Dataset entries
· · · ·

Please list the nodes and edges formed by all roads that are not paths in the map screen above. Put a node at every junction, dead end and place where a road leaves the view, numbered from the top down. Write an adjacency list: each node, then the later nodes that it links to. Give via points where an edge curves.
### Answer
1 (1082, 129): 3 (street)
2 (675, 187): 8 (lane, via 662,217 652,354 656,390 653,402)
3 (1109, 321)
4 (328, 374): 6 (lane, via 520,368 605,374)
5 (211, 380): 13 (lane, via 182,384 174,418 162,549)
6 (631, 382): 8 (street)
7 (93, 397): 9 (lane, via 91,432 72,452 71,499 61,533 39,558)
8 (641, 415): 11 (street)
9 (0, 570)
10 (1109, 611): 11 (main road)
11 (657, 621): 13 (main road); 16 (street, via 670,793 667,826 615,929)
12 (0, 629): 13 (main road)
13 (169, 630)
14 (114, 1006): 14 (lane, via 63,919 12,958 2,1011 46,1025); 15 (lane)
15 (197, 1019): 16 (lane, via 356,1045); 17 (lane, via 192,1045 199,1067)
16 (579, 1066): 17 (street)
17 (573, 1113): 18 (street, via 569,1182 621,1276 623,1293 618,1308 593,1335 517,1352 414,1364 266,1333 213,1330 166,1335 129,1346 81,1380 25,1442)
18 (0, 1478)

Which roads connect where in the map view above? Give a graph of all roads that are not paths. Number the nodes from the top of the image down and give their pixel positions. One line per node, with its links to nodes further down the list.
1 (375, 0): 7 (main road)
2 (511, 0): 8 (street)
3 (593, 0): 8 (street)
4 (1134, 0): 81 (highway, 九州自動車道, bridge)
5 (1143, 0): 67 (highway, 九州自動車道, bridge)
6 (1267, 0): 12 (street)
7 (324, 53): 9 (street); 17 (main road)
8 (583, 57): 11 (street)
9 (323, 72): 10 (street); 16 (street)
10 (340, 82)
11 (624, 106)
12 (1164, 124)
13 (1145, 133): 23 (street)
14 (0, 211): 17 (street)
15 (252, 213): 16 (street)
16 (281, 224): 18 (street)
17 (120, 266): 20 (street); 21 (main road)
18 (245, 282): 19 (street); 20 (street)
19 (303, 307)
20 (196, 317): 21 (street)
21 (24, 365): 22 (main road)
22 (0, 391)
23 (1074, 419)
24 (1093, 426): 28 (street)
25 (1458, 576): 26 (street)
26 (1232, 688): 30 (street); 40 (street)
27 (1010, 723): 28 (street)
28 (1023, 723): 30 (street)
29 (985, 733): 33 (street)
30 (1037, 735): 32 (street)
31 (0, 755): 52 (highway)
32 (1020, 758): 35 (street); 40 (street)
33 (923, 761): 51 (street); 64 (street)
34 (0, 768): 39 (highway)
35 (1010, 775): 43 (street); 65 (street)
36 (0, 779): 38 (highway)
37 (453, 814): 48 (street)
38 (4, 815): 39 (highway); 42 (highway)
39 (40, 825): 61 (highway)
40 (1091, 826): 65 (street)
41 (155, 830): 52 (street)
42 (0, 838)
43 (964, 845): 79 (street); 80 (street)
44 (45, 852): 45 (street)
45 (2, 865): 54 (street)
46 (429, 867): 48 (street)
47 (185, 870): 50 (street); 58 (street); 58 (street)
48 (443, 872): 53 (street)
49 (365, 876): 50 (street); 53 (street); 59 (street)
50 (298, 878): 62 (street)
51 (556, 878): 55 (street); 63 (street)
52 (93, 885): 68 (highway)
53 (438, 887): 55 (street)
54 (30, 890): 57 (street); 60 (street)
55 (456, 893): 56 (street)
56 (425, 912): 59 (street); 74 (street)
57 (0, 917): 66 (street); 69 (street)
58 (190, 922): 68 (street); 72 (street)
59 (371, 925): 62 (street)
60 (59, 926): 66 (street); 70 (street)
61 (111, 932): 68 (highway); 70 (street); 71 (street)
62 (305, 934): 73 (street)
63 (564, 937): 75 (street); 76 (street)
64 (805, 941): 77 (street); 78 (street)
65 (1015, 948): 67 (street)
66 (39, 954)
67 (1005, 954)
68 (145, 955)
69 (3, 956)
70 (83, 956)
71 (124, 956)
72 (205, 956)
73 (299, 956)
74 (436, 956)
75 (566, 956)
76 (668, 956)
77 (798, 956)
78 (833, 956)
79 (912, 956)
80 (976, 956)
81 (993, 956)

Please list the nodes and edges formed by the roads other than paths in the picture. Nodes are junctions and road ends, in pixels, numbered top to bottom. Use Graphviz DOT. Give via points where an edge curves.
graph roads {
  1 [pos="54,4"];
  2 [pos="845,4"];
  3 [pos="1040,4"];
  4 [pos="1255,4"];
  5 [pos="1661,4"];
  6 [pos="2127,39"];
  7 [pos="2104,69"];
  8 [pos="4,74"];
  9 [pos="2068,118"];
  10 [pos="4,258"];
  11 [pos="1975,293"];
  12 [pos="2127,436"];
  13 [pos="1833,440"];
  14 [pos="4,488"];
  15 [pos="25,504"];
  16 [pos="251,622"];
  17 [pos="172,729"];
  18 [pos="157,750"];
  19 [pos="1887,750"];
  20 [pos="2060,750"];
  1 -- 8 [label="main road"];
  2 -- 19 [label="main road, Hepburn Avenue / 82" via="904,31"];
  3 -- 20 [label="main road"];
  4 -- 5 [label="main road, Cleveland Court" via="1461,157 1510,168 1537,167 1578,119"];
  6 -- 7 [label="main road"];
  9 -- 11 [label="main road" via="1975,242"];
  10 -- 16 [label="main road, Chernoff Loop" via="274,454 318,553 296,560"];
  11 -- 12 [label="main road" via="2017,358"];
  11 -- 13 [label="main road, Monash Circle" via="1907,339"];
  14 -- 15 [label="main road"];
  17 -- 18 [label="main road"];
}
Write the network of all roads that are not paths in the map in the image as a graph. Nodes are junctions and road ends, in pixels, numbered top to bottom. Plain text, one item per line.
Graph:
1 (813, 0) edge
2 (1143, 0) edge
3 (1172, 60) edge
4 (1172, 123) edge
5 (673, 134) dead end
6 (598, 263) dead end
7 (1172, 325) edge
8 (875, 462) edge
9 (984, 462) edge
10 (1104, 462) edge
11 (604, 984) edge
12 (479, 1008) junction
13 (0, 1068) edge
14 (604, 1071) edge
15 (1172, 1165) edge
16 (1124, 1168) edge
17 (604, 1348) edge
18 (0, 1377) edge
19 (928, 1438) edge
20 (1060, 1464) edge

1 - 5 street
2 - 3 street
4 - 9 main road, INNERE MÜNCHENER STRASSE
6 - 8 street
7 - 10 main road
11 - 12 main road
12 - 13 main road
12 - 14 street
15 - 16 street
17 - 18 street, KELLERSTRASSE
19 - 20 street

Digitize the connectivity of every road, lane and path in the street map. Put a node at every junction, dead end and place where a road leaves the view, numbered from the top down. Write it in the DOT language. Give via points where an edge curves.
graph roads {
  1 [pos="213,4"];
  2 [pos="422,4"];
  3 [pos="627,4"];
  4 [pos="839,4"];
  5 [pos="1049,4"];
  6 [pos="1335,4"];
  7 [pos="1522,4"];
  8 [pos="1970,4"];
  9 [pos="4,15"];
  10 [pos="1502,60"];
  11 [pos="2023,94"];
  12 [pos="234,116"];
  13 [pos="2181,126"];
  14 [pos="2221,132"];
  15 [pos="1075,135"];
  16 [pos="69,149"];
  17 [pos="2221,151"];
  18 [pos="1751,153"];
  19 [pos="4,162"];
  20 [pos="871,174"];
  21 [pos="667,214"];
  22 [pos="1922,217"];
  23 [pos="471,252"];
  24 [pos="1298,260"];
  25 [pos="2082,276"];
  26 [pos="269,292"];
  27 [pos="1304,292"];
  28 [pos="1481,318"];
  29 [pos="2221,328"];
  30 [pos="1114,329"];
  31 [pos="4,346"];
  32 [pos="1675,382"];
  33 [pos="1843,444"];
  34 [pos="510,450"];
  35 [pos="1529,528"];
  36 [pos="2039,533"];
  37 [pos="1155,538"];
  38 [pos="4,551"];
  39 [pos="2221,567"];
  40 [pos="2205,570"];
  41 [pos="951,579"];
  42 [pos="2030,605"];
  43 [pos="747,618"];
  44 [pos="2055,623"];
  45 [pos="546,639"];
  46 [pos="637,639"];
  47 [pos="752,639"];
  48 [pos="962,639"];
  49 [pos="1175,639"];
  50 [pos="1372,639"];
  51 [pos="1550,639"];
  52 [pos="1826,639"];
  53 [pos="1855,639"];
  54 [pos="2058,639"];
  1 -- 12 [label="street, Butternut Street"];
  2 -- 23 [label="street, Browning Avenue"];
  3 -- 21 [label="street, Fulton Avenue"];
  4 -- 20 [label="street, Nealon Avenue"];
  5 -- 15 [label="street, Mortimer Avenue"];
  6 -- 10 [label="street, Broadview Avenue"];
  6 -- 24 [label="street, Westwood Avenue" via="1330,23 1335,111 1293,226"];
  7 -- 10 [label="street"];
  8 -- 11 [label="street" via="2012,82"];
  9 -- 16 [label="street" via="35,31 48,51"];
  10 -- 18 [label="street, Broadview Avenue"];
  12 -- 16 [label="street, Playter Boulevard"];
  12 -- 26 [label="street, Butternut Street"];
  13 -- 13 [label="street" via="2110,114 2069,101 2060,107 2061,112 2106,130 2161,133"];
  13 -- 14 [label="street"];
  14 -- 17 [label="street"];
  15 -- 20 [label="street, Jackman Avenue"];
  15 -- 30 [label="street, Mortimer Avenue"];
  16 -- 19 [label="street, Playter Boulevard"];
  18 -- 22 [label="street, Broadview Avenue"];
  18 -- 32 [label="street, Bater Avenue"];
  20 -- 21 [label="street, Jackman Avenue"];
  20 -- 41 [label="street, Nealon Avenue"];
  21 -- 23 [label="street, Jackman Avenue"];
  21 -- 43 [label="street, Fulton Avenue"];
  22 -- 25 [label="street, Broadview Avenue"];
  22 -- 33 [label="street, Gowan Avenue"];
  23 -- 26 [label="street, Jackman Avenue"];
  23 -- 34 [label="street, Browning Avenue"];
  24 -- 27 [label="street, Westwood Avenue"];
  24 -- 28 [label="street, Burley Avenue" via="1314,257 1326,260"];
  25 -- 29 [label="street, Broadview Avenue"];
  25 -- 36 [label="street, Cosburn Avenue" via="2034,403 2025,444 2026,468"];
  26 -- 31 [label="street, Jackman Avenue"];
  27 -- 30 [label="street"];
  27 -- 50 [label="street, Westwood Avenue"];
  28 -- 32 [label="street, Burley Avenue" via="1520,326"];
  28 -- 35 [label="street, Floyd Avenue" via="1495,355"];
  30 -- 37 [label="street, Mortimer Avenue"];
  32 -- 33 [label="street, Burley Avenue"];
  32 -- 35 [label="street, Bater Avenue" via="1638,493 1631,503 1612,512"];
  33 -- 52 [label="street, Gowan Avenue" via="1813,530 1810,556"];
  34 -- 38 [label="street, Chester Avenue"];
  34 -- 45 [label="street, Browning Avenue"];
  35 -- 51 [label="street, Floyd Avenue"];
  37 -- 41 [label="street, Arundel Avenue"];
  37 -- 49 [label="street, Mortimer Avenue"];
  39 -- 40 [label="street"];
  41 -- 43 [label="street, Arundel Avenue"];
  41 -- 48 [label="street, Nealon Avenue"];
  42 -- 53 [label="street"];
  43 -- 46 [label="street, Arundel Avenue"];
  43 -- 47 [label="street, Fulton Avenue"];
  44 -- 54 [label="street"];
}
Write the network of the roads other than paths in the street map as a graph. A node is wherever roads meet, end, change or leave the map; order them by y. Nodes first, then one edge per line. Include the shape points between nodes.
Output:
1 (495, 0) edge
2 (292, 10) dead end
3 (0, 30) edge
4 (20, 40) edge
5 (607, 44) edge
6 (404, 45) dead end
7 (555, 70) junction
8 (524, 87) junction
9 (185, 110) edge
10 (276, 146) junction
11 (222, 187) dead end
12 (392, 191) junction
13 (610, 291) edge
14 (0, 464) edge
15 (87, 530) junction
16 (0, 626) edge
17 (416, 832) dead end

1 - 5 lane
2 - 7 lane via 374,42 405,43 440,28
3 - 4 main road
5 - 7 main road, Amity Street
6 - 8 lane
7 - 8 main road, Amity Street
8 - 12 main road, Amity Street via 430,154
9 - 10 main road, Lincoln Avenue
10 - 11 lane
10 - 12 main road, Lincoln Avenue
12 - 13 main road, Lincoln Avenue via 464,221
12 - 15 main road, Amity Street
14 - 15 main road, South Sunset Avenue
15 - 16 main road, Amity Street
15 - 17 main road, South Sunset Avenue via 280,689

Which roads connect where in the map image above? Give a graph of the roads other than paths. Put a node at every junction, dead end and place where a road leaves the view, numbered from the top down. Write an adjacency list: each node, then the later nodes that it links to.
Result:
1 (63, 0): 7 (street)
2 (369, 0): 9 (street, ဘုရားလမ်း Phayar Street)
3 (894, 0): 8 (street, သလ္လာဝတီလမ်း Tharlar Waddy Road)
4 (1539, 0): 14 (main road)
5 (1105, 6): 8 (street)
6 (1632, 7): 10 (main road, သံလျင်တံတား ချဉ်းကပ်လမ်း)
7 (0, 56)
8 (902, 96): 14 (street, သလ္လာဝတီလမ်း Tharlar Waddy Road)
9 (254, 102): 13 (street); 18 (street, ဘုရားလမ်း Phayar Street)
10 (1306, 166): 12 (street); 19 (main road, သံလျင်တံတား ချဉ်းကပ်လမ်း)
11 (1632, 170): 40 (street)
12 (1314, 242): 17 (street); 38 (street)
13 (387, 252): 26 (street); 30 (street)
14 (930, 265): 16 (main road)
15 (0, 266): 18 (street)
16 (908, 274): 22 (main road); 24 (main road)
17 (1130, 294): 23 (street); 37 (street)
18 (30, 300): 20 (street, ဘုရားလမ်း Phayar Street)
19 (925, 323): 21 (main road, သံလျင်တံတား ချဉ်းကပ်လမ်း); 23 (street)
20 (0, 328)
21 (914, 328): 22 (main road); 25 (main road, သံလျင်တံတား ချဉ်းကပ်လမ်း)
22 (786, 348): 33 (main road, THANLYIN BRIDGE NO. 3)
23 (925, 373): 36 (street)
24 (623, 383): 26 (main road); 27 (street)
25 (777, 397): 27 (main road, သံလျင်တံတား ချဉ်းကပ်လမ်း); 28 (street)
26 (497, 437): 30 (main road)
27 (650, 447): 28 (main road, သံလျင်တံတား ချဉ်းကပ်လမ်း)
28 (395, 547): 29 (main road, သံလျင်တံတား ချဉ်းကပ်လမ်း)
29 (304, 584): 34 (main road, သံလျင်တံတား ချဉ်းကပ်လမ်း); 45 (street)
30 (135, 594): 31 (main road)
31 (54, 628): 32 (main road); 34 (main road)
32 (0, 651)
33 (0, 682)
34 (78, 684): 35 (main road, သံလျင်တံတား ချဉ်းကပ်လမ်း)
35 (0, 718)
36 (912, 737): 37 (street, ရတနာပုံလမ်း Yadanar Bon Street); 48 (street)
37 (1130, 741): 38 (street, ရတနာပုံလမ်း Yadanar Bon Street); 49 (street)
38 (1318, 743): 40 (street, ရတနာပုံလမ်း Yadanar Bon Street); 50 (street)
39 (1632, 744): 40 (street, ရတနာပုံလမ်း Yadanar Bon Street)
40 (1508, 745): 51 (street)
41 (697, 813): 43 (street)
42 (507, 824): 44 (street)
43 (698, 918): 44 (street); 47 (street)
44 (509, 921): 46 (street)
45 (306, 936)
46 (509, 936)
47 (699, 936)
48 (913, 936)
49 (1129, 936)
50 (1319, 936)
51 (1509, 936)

· · · ·

■ What is expected: Would you copy all lines in the records where the string "Boulevard" appears?

■ Solution for this exercise:
  12 -- 16 [label="street, Playter Boulevard"];
  16 -- 19 [label="street, Playter Boulevard"];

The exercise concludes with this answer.